*** Record set ***
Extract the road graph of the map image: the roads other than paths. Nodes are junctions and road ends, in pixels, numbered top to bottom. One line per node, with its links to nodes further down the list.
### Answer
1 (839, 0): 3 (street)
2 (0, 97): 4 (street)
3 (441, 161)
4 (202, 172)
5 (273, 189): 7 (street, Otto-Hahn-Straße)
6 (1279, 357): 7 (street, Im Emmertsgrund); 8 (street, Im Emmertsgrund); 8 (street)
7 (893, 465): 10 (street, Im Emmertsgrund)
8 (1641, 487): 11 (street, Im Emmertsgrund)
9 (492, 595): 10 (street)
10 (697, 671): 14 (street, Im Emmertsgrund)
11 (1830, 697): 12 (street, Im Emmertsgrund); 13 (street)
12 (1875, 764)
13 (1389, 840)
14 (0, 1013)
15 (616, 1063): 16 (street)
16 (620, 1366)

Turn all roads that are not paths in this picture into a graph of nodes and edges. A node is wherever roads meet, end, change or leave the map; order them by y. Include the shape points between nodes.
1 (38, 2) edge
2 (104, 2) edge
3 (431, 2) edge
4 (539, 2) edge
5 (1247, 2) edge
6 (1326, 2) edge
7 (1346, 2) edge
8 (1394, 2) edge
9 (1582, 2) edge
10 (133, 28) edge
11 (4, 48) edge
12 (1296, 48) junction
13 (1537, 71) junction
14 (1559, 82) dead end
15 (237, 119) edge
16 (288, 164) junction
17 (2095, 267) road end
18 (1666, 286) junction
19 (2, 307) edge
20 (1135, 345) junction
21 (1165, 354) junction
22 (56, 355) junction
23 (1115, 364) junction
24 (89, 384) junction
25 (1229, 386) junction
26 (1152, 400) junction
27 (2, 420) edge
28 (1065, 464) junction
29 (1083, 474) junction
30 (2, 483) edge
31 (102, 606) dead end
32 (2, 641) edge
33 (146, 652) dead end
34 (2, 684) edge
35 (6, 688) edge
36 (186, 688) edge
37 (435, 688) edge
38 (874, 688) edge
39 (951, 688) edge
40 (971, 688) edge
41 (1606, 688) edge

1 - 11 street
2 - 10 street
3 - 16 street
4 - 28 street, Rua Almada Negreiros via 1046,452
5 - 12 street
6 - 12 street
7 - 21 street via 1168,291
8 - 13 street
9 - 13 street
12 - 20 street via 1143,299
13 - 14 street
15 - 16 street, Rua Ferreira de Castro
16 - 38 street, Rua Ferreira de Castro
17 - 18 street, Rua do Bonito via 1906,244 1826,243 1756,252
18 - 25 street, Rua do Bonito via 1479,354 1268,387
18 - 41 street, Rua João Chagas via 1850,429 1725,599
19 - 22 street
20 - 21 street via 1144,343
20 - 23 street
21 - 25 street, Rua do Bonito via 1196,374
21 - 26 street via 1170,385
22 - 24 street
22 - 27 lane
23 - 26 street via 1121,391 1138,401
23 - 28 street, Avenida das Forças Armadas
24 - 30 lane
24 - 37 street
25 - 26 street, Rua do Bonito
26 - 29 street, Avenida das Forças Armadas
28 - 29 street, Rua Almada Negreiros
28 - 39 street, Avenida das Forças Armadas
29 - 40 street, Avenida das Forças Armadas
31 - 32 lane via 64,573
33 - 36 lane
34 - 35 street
*** End of Record set ***
Requirement » Return all lines above that mention the word "Ferreira".

Response »
15 - 16 street, Rua Ferreira de Castro
16 - 38 street, Rua Ferreira de Castro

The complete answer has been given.